Lately I must say it’s been happening a lot, I might be quite peacefully pushing my truck in the grass or watching Elmo on TV or even chewing on Teddy in my cot and then it sudden dawns on me like a horrible nightmare unfolding, like a car crash in slow motion, like watching in shock and horror as Big Sister eats all the sweeties and you’re strapped in this godforsaken baby chair and you just can’t get out, it’s sadness, it’s dread, it’s the fact that Mummy’s gone missing, she is not in my line of vision which means that she’s lost and I’m never seeing her AGAIN. Though Mummy doesn’t stay lost forever, and I have noticed that if I shout and scream loud enough she does always come back and very quickly at that. I mean if Mother dearest is not around what would happen to me, I could fall, I could get hurt, I am vulnerable, anything could go wrong. Mum needs to be there always, that’s the end of it, there’s no negotiating Mater dear, there’s no I’ll be back in five minutes, or I’m just off to do a pee pee or Dad’s here, he’ll look after you, WHAAT! That’s my point! Dad’s here, he won’t look after us, I mean do you really want a repeat of what happened the last time you left me with Just Dad? That was your prized makeup kit and your newly covered velveteen couch!!! Lipstick and mascara make funny patterns. One of Mummy’s so called know it all friends says I’m going through something called stranger anxiety and I’ll be over it soon, yeah whatever you say lady, Mum’s not leaving my side for the next 40 years or so. I live to be a Mummy’s boy! 

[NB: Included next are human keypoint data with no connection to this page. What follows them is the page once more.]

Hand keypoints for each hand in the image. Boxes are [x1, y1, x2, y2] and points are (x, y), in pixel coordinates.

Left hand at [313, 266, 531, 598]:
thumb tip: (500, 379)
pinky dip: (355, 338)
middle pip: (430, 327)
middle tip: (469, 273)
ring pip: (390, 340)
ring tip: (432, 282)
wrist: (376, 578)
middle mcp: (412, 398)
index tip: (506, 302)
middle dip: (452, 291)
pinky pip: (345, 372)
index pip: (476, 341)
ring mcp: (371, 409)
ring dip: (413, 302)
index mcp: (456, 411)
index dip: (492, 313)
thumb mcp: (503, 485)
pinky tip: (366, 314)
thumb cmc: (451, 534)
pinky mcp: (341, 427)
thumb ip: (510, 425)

What Is Stranger Anxiety In Babies? 

Stranger anxiety is a form of distress that children experience when exposed to people unfamiliar to them. Symptoms may include: getting quiet and staring at the stranger, verbally protesting by cries or other vocalizations, and hiding behind a parent. Stranger anxiety is a typical part of the developmental sequence that most children experience. 

How does it occur? 

As a newborn, your baby has no sense of himself as an individual: He thinks that the two of you are one and doesn't realize that the tiny hands and feet waving before him are his own. Over time, though, as your growing baby develops physically and mentally, he'll gradually figure out that he's his own little person, with his own body, thoughts, and feelings. Your baby's sense of individuality will take years to develop. At around 6 or 7 months, your baby begins to realize that he's separate from you and that you can leave him alone. This is when separation anxiety usually kicks in, and it can last well into the second year. 

What happens when stranger anxiety kicks in? 

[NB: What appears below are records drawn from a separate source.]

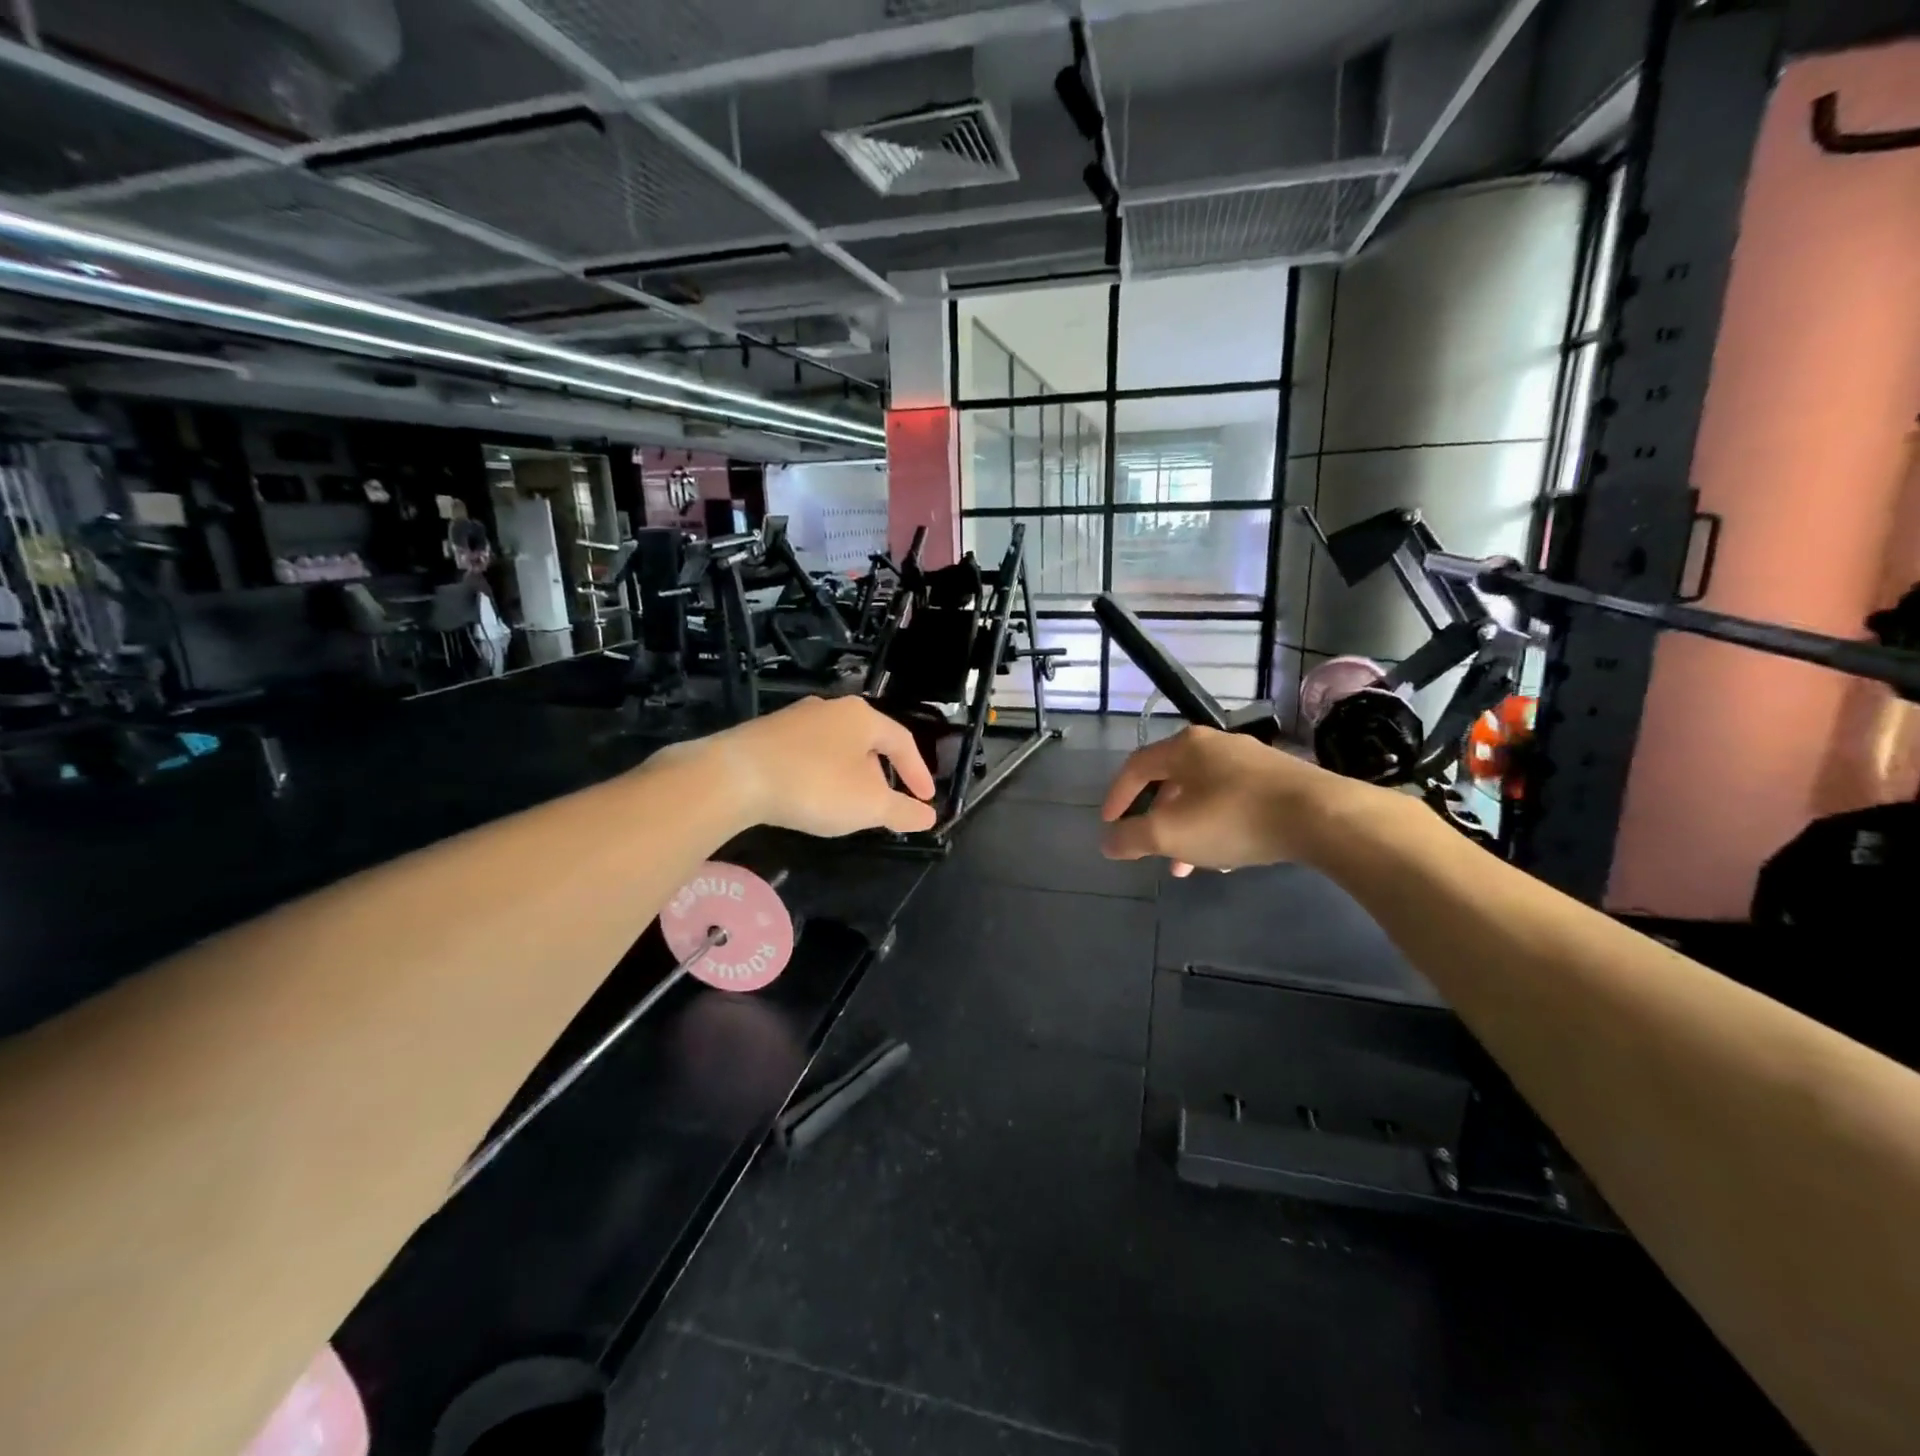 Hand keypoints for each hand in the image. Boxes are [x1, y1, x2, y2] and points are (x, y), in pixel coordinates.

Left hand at [673, 696, 937, 837]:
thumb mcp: (867, 805)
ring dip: (848, 775)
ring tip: (847, 804)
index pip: (903, 741)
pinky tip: (810, 796)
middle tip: (882, 805)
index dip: (918, 772)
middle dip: (880, 775)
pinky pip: (807, 754)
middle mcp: (830, 708)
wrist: (734, 777)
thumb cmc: (814, 785)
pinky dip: (820, 774)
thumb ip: (902, 811)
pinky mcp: (766, 734)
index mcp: (862, 717)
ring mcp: (794, 719)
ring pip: (836, 747)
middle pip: (868, 742)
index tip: (925, 799)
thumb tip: (929, 816)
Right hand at [1099, 726, 1351, 875]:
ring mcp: (1252, 760)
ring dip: (1189, 830)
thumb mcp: (1170, 834)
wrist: (1322, 817)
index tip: (1108, 824)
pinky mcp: (1280, 780)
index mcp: (1184, 747)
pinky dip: (1219, 827)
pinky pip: (1234, 802)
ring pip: (1204, 795)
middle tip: (1151, 851)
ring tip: (1188, 866)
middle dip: (1157, 821)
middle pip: (1172, 782)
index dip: (1117, 796)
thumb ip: (1131, 838)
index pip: (1136, 767)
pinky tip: (1228, 858)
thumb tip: (1108, 842)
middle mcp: (1216, 744)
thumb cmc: (1233, 818)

At around 7 months your baby will realize that he's independent of you. While this is an exciting cognitive milestone, this new understanding of separateness can make him anxious. He knows that you can leave him, but he doesn't know that you'll always come back, so he's likely to burst into tears when you leave, even for a minute. Resist the urge to sneak away when his back is turned – when you leave him at daycare, for example. It won't help him cope, and it may just make him more afraid that you aren't coming back. Hard as it can be, say goodbye and go while he's watching.